This work proposes a scale-adaptive spatiotemporal video super-resolution framework that overcomes the limitations of existing methods, which are often confined to either spatial or temporal dimensions and struggle to generalize across diverse scale factors. The approach decouples the task into two components: an attention-based conditional mean predictor and a residual conditional diffusion model, optionally augmented with a mass-conserving transformation to preserve physical consistency. By dynamically adjusting three scale-dependent hyperparameters—noise schedule magnitude, temporal context length, and the mass conservation function—the unified architecture supports spatial upscaling factors from 1× to 25× and temporal factors from 1× to 6×. Experiments on French precipitation reanalysis data demonstrate that the method achieves strong cross-scale performance and efficient model reuse.

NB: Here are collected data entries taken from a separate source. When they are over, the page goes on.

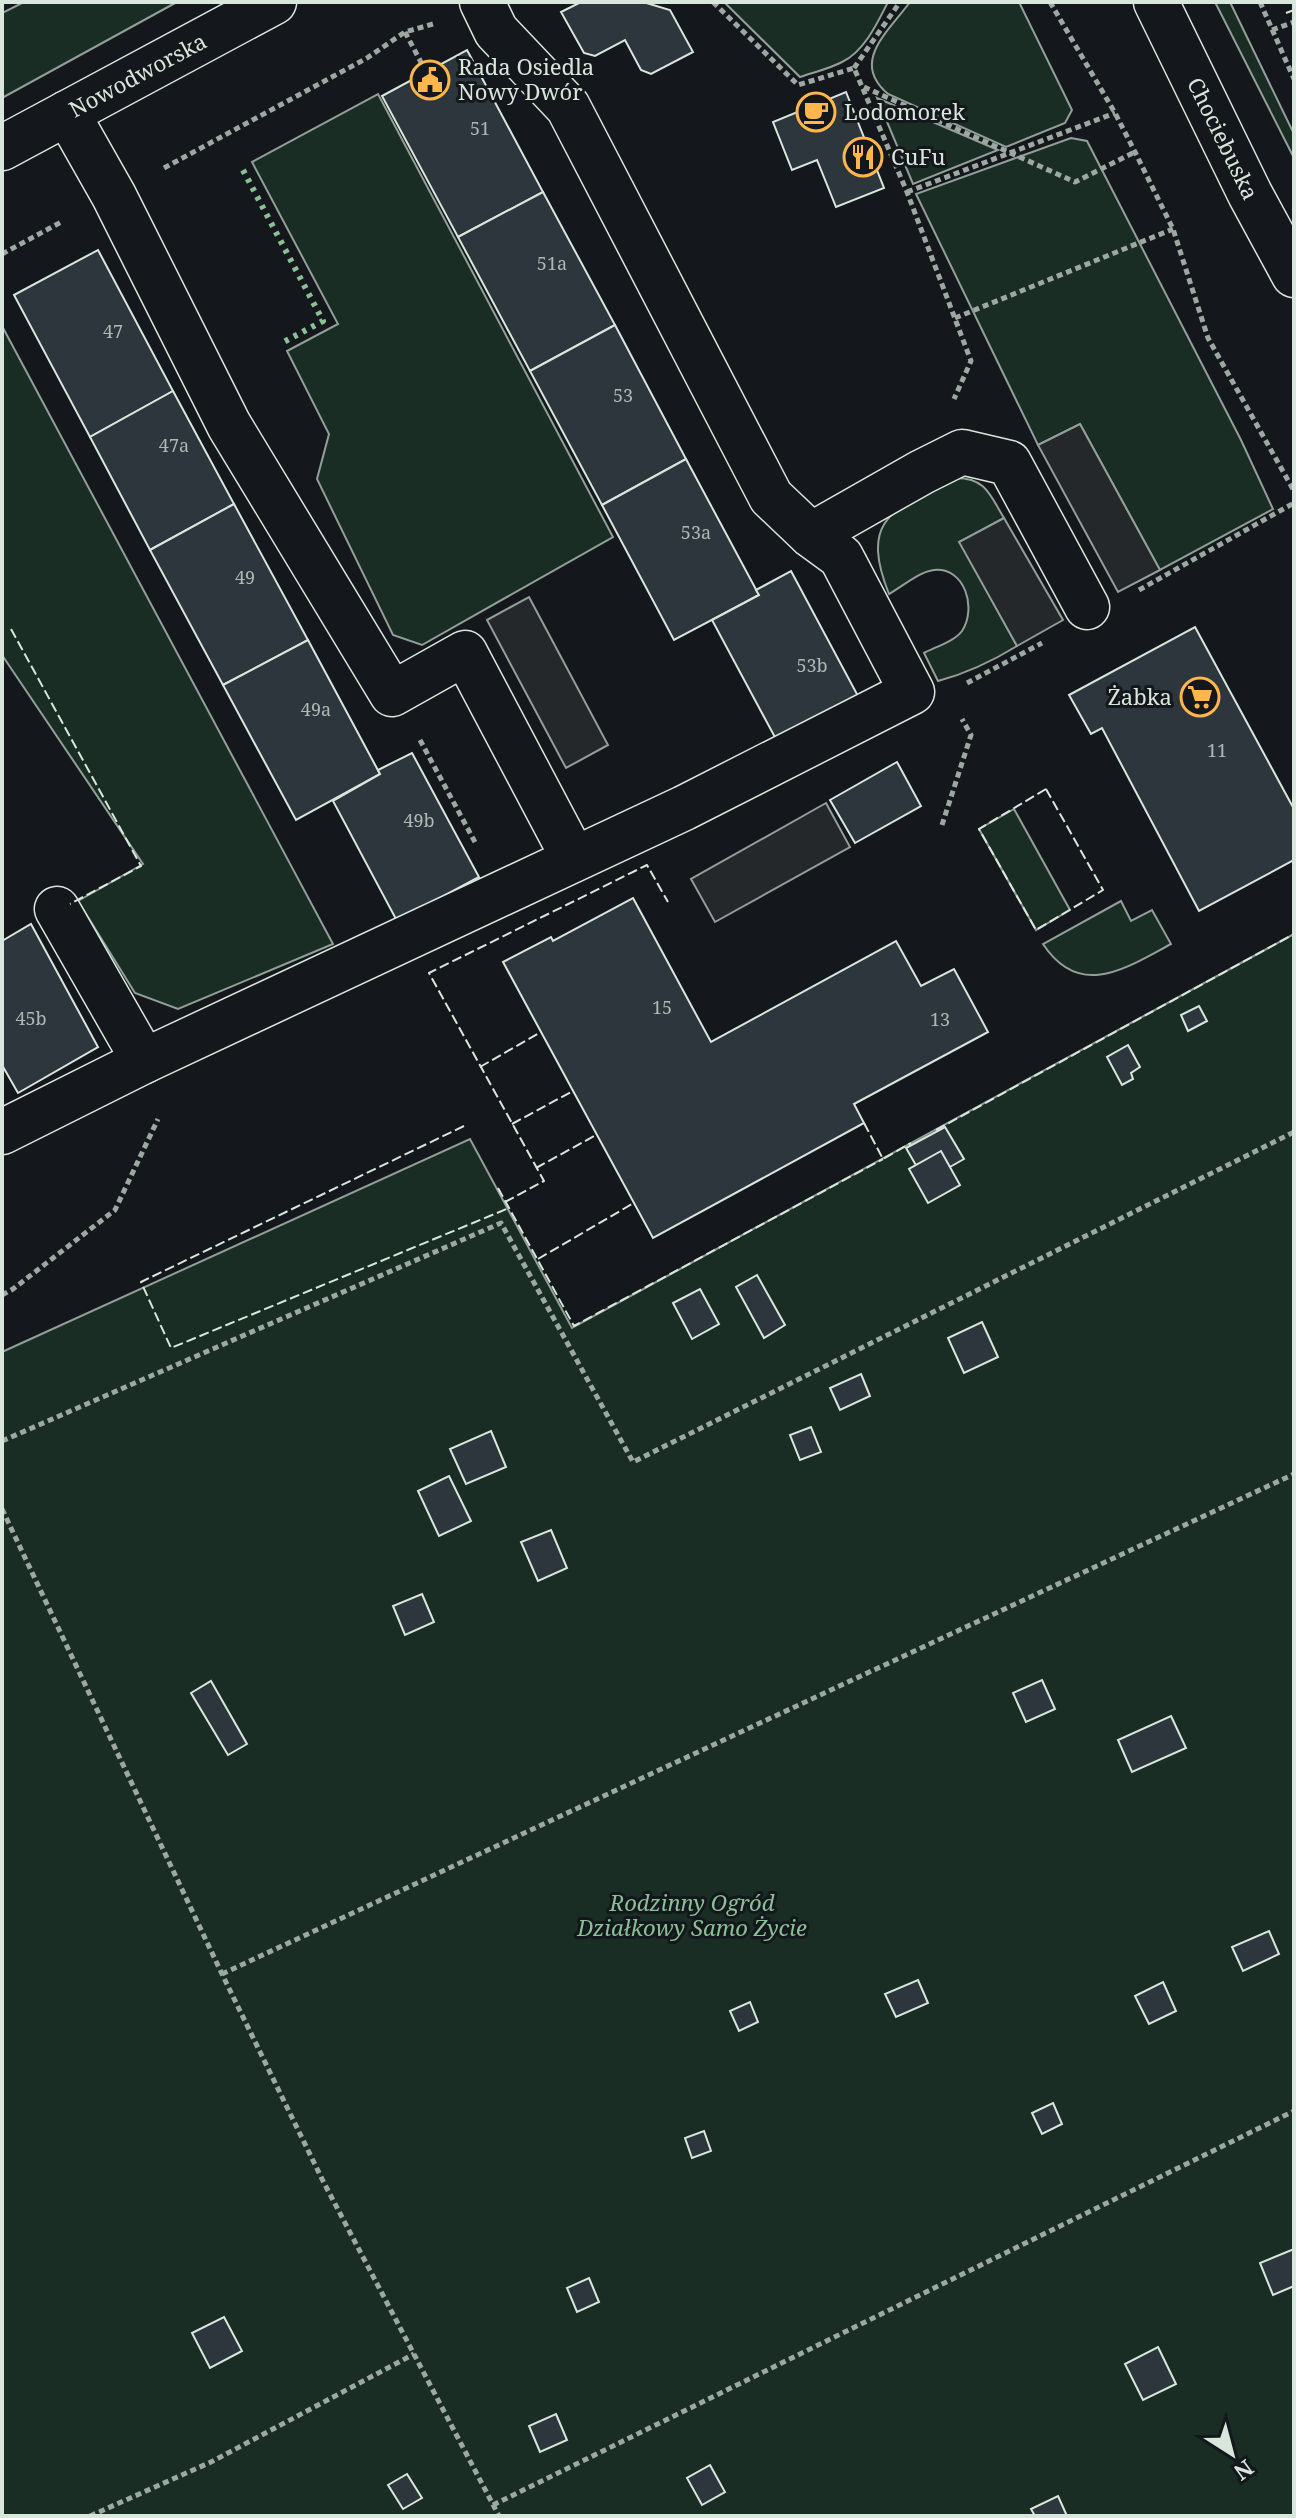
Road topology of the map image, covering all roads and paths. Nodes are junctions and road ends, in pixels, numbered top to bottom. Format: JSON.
{"nodes":[{"id":1,"x":274,"y":2,"type":"edge"},
{"id":2,"x":713,"y":2,"type":"edge"},
{"id":3,"x":900,"y":2,"type":"edge"},
{"id":4,"x":1050,"y":2,"type":"edge"},
{"id":5,"x":1156,"y":2,"type":"edge"},
{"id":6,"x":1260,"y":2,"type":"edge"},
{"id":7,"x":483,"y":6,"type":"edge"},
{"id":8,"x":1294,"y":22,"type":"edge"},
{"id":9,"x":1272,"y":30,"type":"junction"},
{"id":10,"x":405,"y":32,"type":"junction"},
{"id":11,"x":424,"y":68,"type":"dead end"},
{"id":12,"x":854,"y":68,"type":"junction"},
{"id":13,"x":1294,"y":79,"type":"edge"},
{"id":14,"x":863,"y":86,"type":"junction"},
{"id":15,"x":67,"y":113,"type":"junction"},
{"id":16,"x":1115,"y":113,"type":"junction"},
{"id":17,"x":2,"y":148,"type":"edge"},
{"id":18,"x":1010,"y":152,"type":"junction"},
{"id":19,"x":1135,"y":152,"type":"junction"},
{"id":20,"x":907,"y":192,"type":"junction"},
{"id":21,"x":114,"y":196,"type":"junction"},
{"id":22,"x":1173,"y":229,"type":"junction"},
{"id":23,"x":2,"y":254,"type":"edge"},
{"id":24,"x":1294,"y":275,"type":"edge"},
{"id":25,"x":1294,"y":491,"type":"edge"},
{"id":26,"x":811,"y":535,"type":"junction"},
{"id":27,"x":1087,"y":607,"type":"dead end"},
{"id":28,"x":956,"y":707,"type":"dead end"},
{"id":29,"x":942,"y":825,"type":"dead end"},
{"id":30,"x":574,"y":859,"type":"junction"},
{"id":31,"x":57,"y":909,"type":"dead end"},
{"id":32,"x":144,"y":1061,"type":"junction"},
{"id":33,"x":2,"y":1132,"type":"edge"},
{"id":34,"x":1294,"y":1132,"type":"edge"},
{"id":35,"x":2,"y":1295,"type":"edge"},
{"id":36,"x":2,"y":1441,"type":"edge"},
{"id":37,"x":1294,"y":1474,"type":"edge"},
{"id":38,"x":2,"y":1509,"type":"edge"},
{"id":39,"x":222,"y":1974,"type":"junction"},
{"id":40,"x":1294,"y":2111,"type":"edge"},
{"id":41,"x":414,"y":2354,"type":"junction"},
{"id":42,"x":493,"y":2505,"type":"junction"},
{"id":43,"x":90,"y":2516,"type":"edge"},
{"id":44,"x":499,"y":2516,"type":"edge"}],
"edges":[{"from":1,"to":15,"type":"street","name":"Nowodworska"},
{"from":2,"to":12,"type":"path"},
{"from":3,"to":12,"type":"path"},
{"from":4,"to":16,"type":"path"},
{"from":5,"to":24,"type":"street","name":"Chociebuska"},
{"from":6,"to":9,"type":"path"},
{"from":7,"to":10,"type":"path"},
{"from":7,"to":26,"type":"street"},
{"from":8,"to":9,"type":"path"},
{"from":9,"to":13,"type":"path"},
{"from":10,"to":11,"type":"path"},
{"from":10,"to":21,"type":"path"},
{"from":12,"to":14,"type":"path"},
{"from":14,"to":18,"type":"path"},
{"from":14,"to":20,"type":"path"},
{"from":15,"to":17,"type":"street","name":"Nowodworska"},
{"from":15,"to":21,"type":"street"},
{"from":16,"to":18,"type":"path"},
{"from":16,"to":19,"type":"path"},
{"from":18,"to":19,"type":"path"},
{"from":18,"to":20,"type":"path"},
{"from":19,"to":22,"type":"path"},
{"from":20,"to":22,"type":"path"},
{"from":21,"to":23,"type":"path"},
{"from":21,"to":30,"type":"street"},
{"from":22,"to":25,"type":"path"},
{"from":26,"to":27,"type":"street"},
{"from":26,"to":30,"type":"street"},
{"from":28,"to":29,"type":"path"},
{"from":30,"to":32,"type":"street"},
{"from":31,"to":32,"type":"street"},
{"from":32,"to":33,"type":"street"},
{"from":32,"to":35,"type":"path"},
{"from":34,"to":36,"type":"path"},
{"from":37,"to":39,"type":"path"},
{"from":38,"to":39,"type":"path"},
{"from":39,"to":41,"type":"path"},
{"from":40,"to":42,"type":"path"},
{"from":41,"to":42,"type":"path"},
{"from":41,"to":43,"type":"path"},
{"from":42,"to":44,"type":"path"}]}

Deep-learning video super-resolution has progressed rapidly, but climate applications typically super-resolve (increase resolution) either space or time, and joint spatiotemporal models are often designed for a single pair of super-resolution (SR) factors (upscaling spatial and temporal ratio between the low-resolution sequence and the high-resolution sequence), limiting transfer across spatial resolutions and temporal cadences (frame rates). We present a scale-adaptive framework that reuses the same architecture across factors by decomposing spatiotemporal SR into a deterministic prediction of the conditional mean, with attention, and a residual conditional diffusion model, with an optional mass-conservation (same precipitation amount in inputs and outputs) transform to preserve aggregated totals. Assuming that larger SR factors primarily increase underdetermination (hence required context and residual uncertainty) rather than changing the conditional-mean structure, scale adaptivity is achieved by retuning three factor-dependent hyperparameters before retraining: the diffusion noise schedule amplitude beta (larger for larger factors to increase diversity), the temporal context length L (set to maintain comparable attention horizons across cadences) and optionally a third, the mass-conservation function f (tapered to limit the amplification of extremes for large factors). Demonstrated on reanalysis precipitation over France (Comephore), the same architecture spans super-resolution factors from 1 to 25 in space and 1 to 6 in time, yielding a reusable architecture and tuning recipe for joint spatiotemporal super-resolution across scales.